▼▼▼
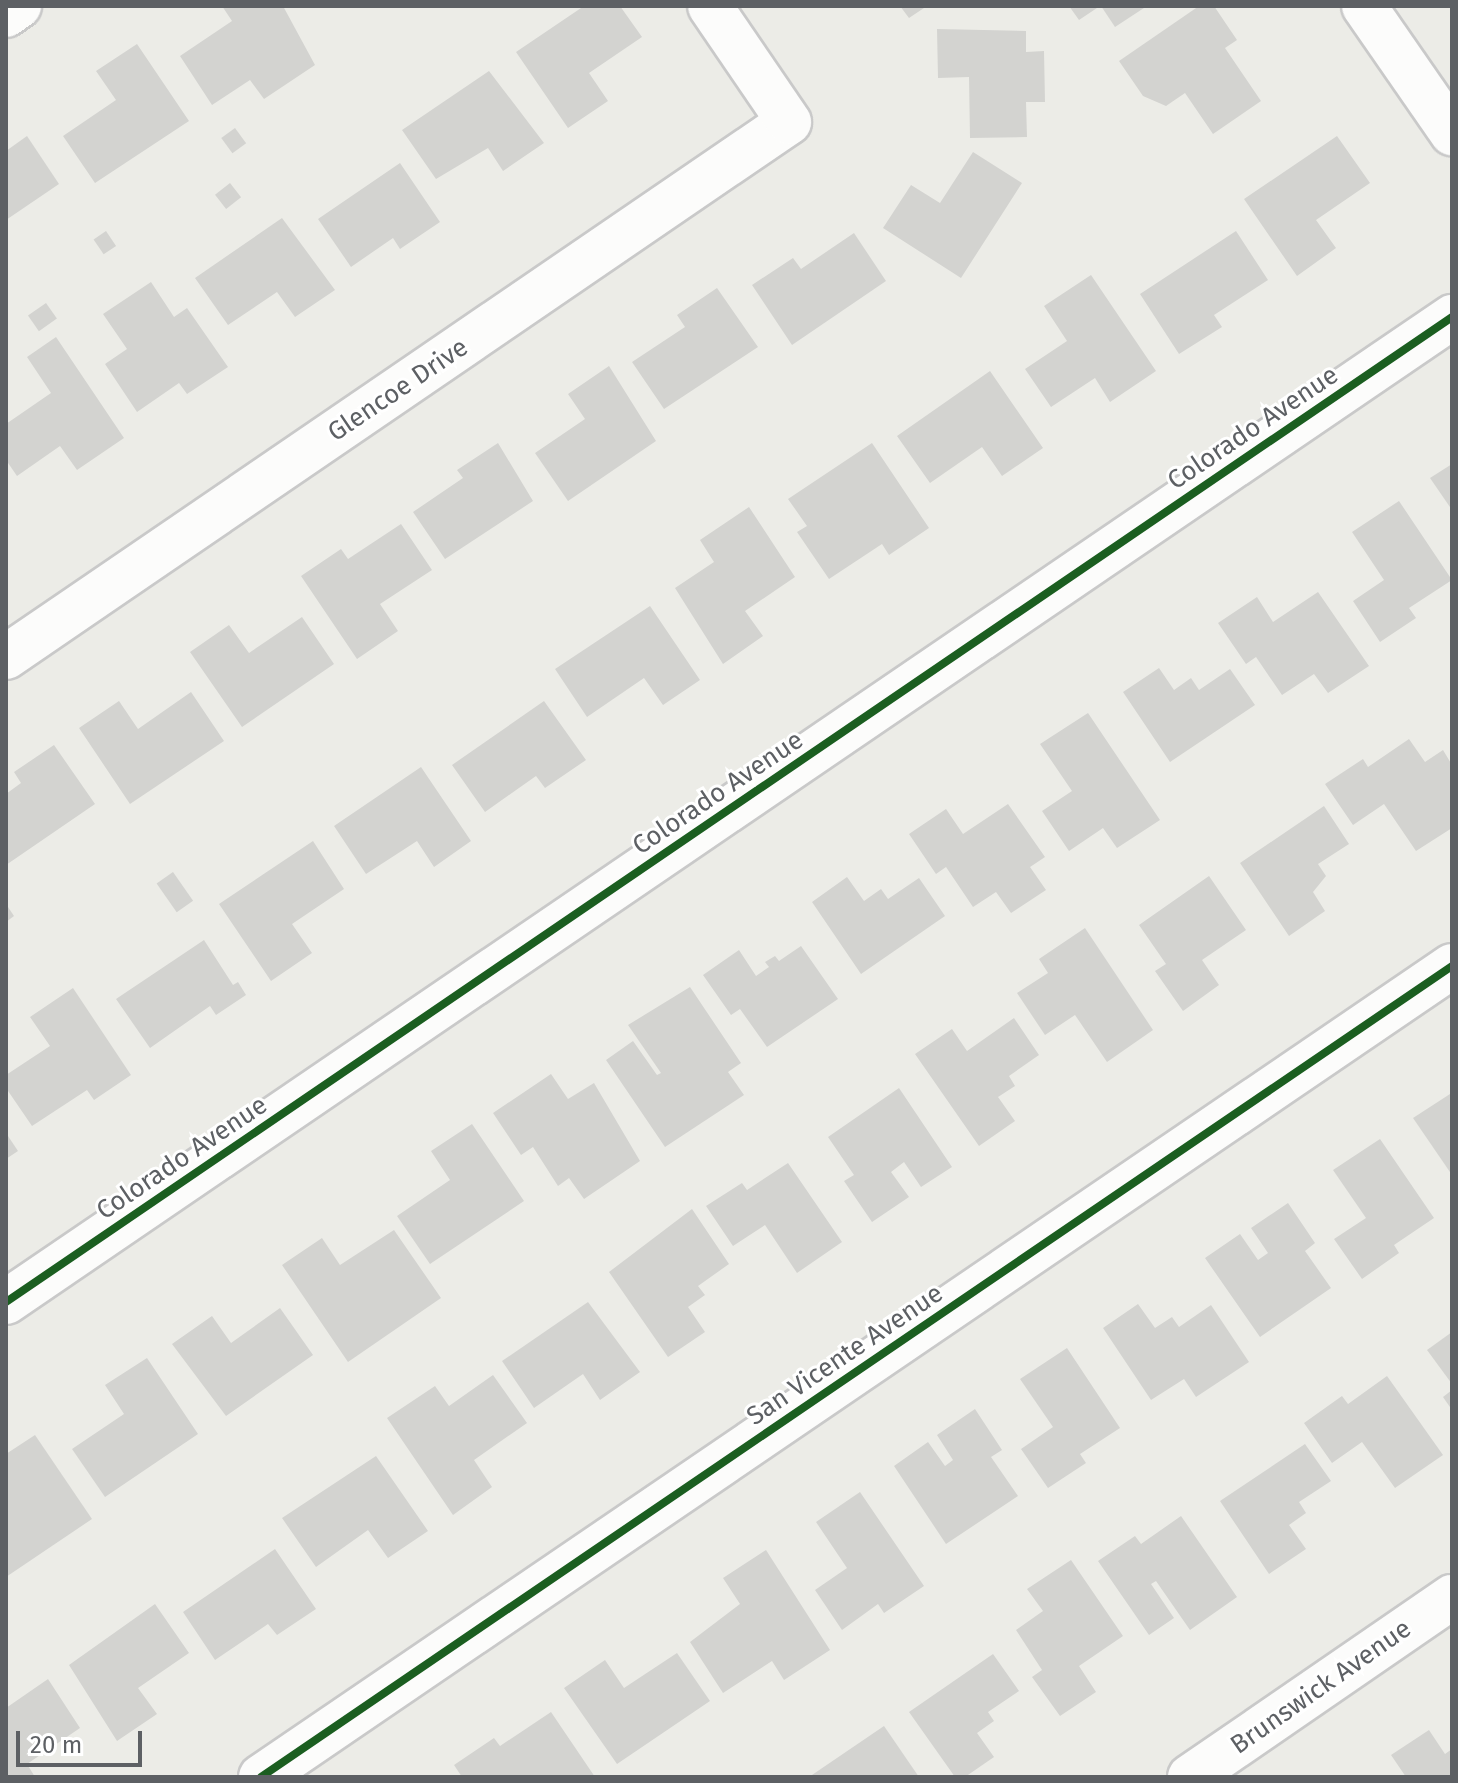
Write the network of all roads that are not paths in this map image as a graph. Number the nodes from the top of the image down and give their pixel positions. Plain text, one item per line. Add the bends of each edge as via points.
1 (19, 6) edge
2 (710, 6) edge
3 (1364, 6) edge
4 (6, 15) edge
5 (1452, 133) edge
6 (1452, 317) edge
7 (6, 657) edge
8 (1452, 966) edge
9 (6, 1302) edge
10 (1452, 1597) edge
11 (261, 1777) edge
12 (1190, 1777) edge

1 - 4 street
2 - 7 street, Glencoe Drive via 789,122
3 - 5 street
6 - 9 street, Colorado Avenue
8 - 11 street, San Vicente Avenue
10 - 12 street, Brunswick Avenue

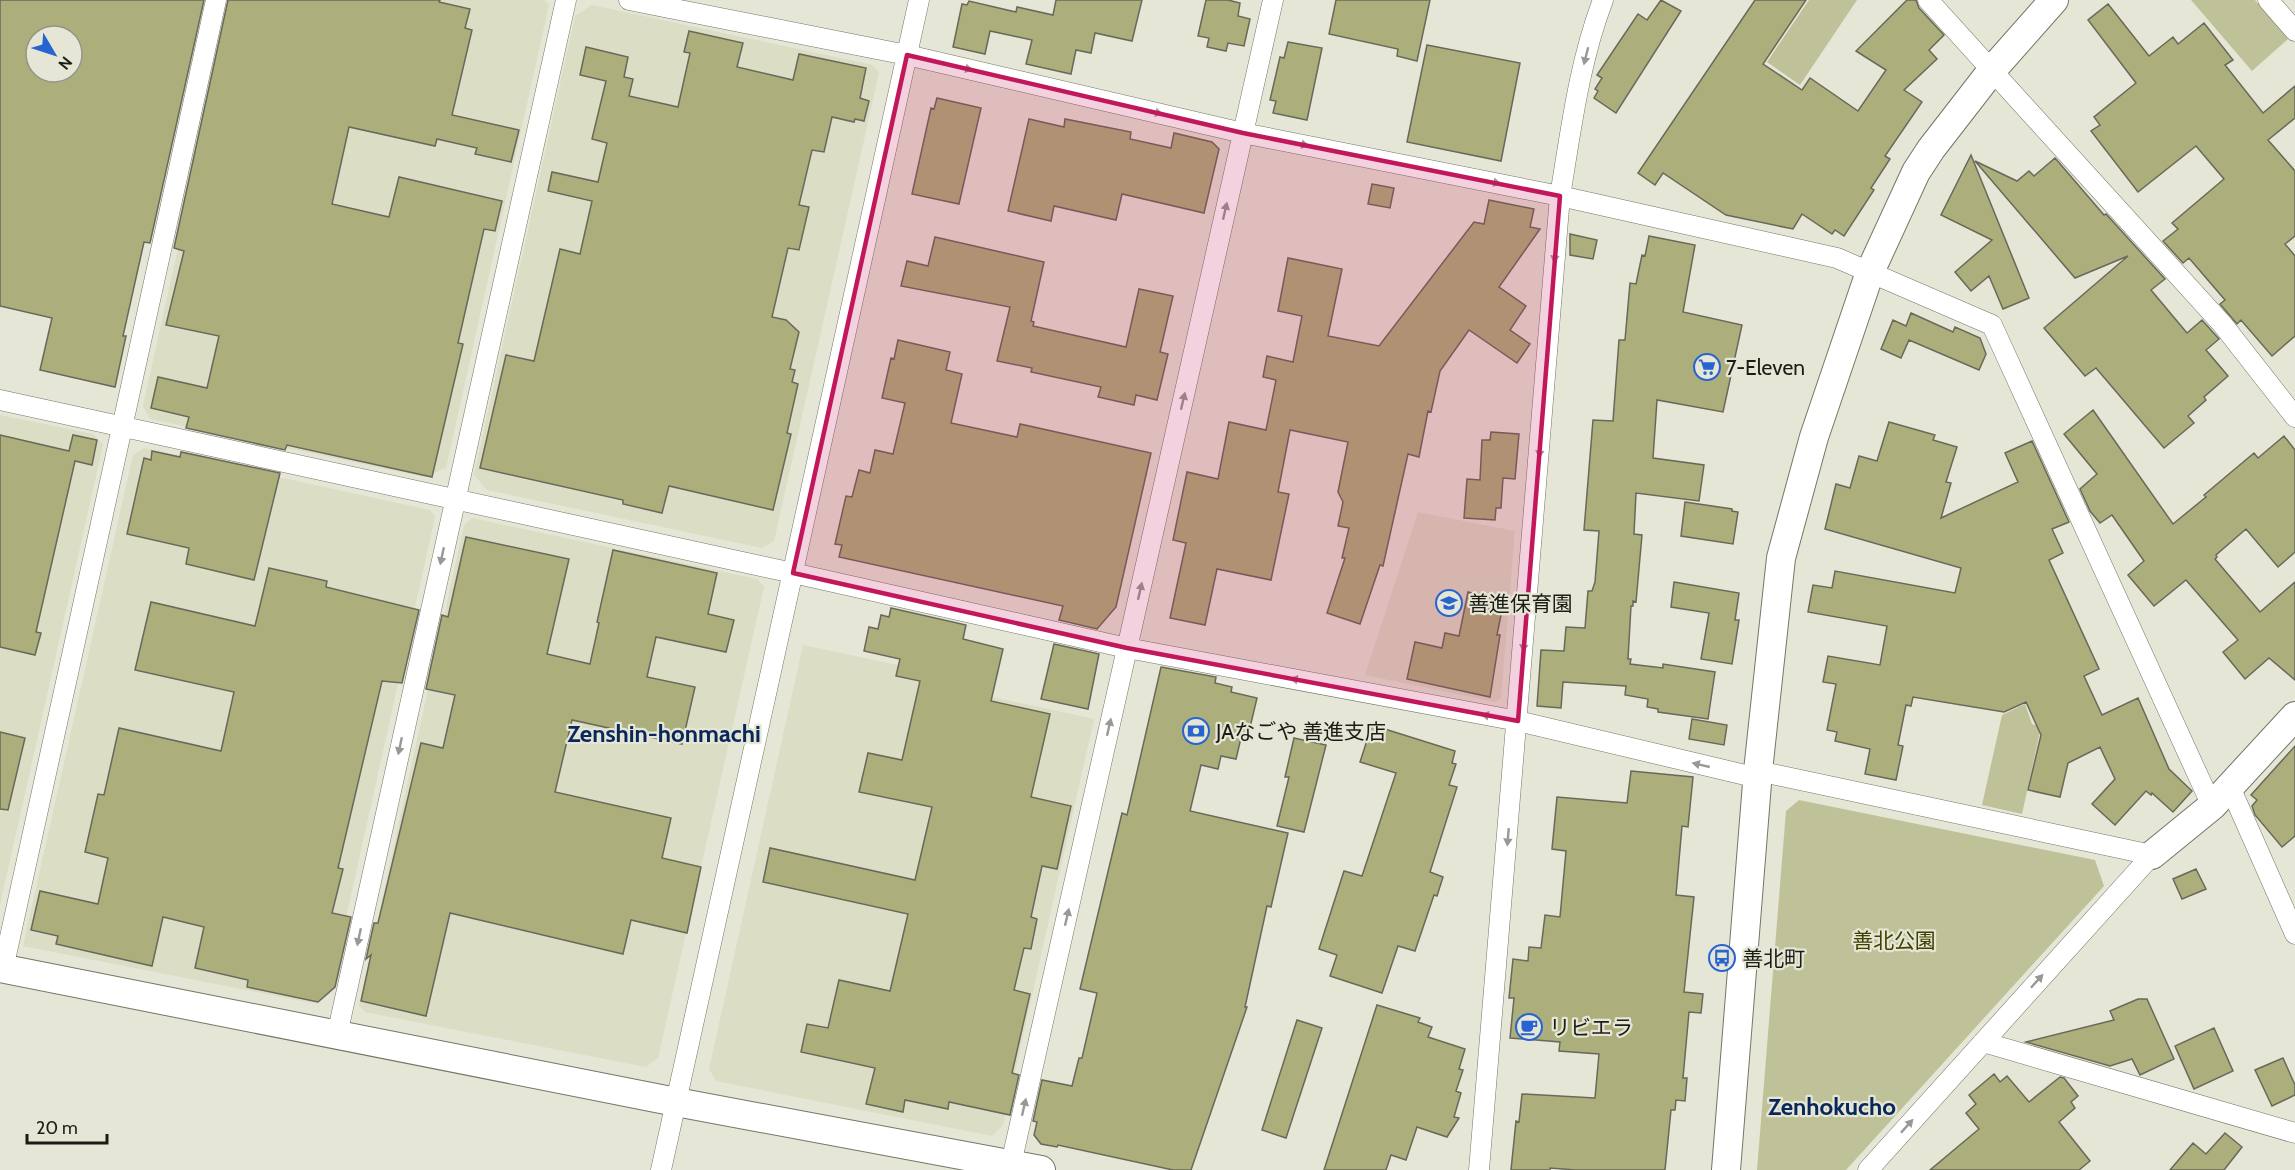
▲▲▲
> _What is needed_:
If an entry holds an image, omit that image and print the remainder exactly as it stands.

> _Task solution_:
Write the network of all roads that are not paths in this map image as a graph. Number the nodes from the top of the image down and give their pixel positions. Plain text, one item per line. Add the bends of each edge as via points.
1 (19, 6) edge
2 (710, 6) edge
3 (1364, 6) edge
4 (6, 15) edge
5 (1452, 133) edge
6 (1452, 317) edge
7 (6, 657) edge
8 (1452, 966) edge
9 (6, 1302) edge
10 (1452, 1597) edge
11 (261, 1777) edge
12 (1190, 1777) edge

1 - 4 street
2 - 7 street, Glencoe Drive via 789,122
3 - 5 street
6 - 9 street, Colorado Avenue
8 - 11 street, San Vicente Avenue
10 - 12 street, Brunswick Avenue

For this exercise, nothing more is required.